Efficient Navigation in Unknown Indoor Environments with Vision-Language Models
D. Schwartz, K. Kondo, J. P. How
TL;DR
This work tackles efficient navigation in unknown indoor environments with many dead ends by introducing a vision-language-model (VLM)–based high-level planner that reasons about partial occupancy maps. By projecting a 3D occupancy grid into a 2D map and generating frontier-based subgoals, the VLM scores options and guides a traditional trajectory planner (DYNUS) to avoid detours into small rooms. Key contributions include frontier clustering for subgoal generation, median-based aggregation with MAD for robustness, and empirically demonstrated ~ten percent reductions in path length in Gazebo simulations. The approach requires modest prior knowledge and integrates cleanly with existing autonomy stacks, offering improved routing under partial observability, though model latency remains a practical bottleneck and future work could add region-level semantics for richer planning.
Abstract
We present a novel high-level planning framework that leverages vision-language models (VLMs) to improve autonomous navigation in unknown indoor environments with many dead ends.
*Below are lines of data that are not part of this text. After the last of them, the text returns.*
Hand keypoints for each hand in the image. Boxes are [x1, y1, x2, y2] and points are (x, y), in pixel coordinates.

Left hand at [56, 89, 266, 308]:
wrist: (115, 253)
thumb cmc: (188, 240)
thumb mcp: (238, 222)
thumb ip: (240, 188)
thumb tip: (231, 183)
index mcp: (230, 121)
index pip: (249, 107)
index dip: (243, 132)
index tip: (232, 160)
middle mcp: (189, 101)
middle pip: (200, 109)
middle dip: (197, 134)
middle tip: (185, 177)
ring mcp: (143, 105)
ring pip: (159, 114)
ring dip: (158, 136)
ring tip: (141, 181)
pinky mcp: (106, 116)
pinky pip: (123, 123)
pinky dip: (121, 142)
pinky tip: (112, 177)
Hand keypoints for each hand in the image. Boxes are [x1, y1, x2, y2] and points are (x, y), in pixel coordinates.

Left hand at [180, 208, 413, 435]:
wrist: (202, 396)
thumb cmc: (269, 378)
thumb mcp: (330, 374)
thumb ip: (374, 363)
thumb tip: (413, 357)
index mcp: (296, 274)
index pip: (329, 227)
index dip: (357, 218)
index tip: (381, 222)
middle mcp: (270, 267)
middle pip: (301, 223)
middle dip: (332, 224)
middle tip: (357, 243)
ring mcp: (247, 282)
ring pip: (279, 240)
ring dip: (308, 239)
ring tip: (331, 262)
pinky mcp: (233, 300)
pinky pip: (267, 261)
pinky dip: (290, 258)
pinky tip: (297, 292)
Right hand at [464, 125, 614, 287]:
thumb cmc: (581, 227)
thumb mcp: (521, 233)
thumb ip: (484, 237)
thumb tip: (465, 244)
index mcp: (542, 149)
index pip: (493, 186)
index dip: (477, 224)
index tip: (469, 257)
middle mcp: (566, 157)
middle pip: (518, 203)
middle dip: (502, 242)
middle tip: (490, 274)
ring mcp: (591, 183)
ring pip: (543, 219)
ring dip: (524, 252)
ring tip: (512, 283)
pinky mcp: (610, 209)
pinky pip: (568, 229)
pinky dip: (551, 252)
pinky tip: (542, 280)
Traditional exploration methods often take inefficient routes due to limited global reasoning and reliance on local heuristics. In contrast, our approach enables a VLM to reason directly about occupancy maps in a zero-shot manner, selecting subgoals that are likely to yield more efficient paths. At each planning step, we convert a 3D occupancy grid into a partial 2D map of the environment, and generate candidate subgoals. Each subgoal is then evaluated and ranked against other candidates by the model. We integrate this planning scheme into DYNUS \cite{kondo2025dynus}, a state-of-the-art trajectory planner, and demonstrate improved navigation efficiency in simulation. The VLM infers structural patterns (e.g., rooms, corridors) from incomplete maps and balances the need to make progress toward a goal against the risk of entering unknown space. This reduces common greedy failures (e.g., detouring into small rooms) and achieves about 10\% shorter paths on average.